O espectador ocioso, como aliás tanta gente, gosta de ver filmes na caminha. Naquelas noites mais frias e solitárias, como aliás tantas noites são, profia a surpresa da programação inesperada de um bom filme. Vá lá, pelo menos de um razoável, assim não especialmente difícil de ver, que o liberte de ter que andar a fazer zapping nervoso pelos quatro, e já são demais, canais de televisão a que tem acesso, saltando entre vários filmes e séries. Quando são maus ou pouco estimulantes, tem que se os intercalar com outros, diz. É perfeitamente possível e muito mais saudável ver vários deste calibre ao mesmo tempo. Mesmo certos filmes menos exigentes com a sua atenção, ainda que bons, confessa envergonhado para si próprio, até os prefere ver na televisão. Do lado da tristeza, a generalidade dos filmes americanos actuais, por exemplo. Ali é que o espectador ocioso acha que eles estão bem. Em pequenino, na televisão. Quem se lembraria de ir ver o The village do Shyamalan ao cinema? Para onde iria aquele brilhozinho todo? Do lado da alegria, ah, quem não sabe o que é ver os clássicos americanos entre o edredão e as almofadas? A singular descontração inocente que estes filmes permitem não diz mais respeito ao aconchego da caminha do que à cadeira quase eléctrica da sala?
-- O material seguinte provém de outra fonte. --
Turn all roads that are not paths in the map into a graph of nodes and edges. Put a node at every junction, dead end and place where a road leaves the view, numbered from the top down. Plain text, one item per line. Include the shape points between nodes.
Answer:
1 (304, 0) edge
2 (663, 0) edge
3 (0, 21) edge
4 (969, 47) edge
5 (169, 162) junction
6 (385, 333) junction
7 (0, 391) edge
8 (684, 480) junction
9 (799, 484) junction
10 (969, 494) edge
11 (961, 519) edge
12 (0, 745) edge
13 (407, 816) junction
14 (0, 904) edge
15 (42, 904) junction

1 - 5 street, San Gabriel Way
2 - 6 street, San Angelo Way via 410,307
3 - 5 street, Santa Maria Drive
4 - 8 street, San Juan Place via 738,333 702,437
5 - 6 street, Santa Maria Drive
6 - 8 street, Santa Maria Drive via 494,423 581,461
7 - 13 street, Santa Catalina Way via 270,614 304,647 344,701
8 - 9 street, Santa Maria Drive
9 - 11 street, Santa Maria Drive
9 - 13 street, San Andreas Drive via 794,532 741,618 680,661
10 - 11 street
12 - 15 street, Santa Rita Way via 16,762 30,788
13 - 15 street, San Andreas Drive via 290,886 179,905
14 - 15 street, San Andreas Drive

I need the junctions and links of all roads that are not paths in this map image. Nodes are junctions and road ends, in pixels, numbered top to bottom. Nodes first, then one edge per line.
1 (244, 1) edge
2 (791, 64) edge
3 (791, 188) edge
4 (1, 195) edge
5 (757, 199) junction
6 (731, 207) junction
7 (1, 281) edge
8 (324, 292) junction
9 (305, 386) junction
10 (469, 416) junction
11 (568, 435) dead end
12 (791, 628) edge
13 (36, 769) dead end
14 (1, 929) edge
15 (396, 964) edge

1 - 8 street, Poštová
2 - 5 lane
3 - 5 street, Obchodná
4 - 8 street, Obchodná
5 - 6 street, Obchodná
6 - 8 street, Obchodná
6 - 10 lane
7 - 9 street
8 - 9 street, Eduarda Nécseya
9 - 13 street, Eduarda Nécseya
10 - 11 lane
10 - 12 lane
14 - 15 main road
Na outra noite, o espectador ocioso vagueava perdido entre tantos excessivos canais na madrugada da televisão de uma amiga, até que um genérico azul, nada arrojado mesmo, lhe prendeu a atenção. Era La niña santa/A rapariga santa de Lucrecia Martel! Não conhecia, por suposto. Tinha deixado o seu cepticismo imperar outrora, mas tinha agora até uma grande curiosidade em o ver. E o filme, verdade seja dita, não desmerece de todo, mas isso, no fundo, não interessa nada agora aqui para o caso. Não é que o espectador, no meio do seu
ócio tão insistente, não ficou foi a pensar onde tinha ele visto antes aquelas raparigas devotas, de cabelos compridos assim molhados e escorridos, e de caras extremamente pálidas? É sabido o complicado que são os cabelos assim molhados, naquele estado em que não se sabe bem se estão molhados da água recente de lavar ou da gordurinha do couro cabeludo e demais impurezas húmidas. Confusões tão queridas. O filme, como seria de esperar, não esclarece cabalmente e de forma definitiva a referida dificuldade. Mas depois de muito matutar, distraindo-se por vezes da catrefada de inabilidades seguidas das personagens doridas que o filme misericordiamente dispunha, encontrou, mais do que a mera origem daquela imagem dos cabelos escorridos assim molhados de adolescentes femininas imberbes e já tão perversas, toda uma estranha, reconhece, filiação cinematográfica. Onde se lembrava ociosamente de tantos cabelos escorridos assim molhados? Pois não era dos Ossos de Pedro Costa?! Desta é que o espectador não estava à espera! Mas é inegável, se bem se lembram vocês, que a Vanda e a Clotilde em Ossos, pelo menos a Vanda de certeza, e No quarto da Vanda também, usavam a mesma cara pálida e os cabelos assim para o molhado. Se Lucrecia Martel, que é tão jovenzita, viu estes filmes ou não, não pode um espectador ignorante assegurar. Não interessa. A personagem da rapariga santa chama-se Amália, se mais provas precisas fossem. Fica por demais provado que as filiações cinematográficas também se medem por coisas tão comezinhas como os cabelos escorridos e as caras pálidas, pelas dificuldades em distinguir o molhado do sujo, e não apenas por muito vagas subtilezas formais. Não há que enganar.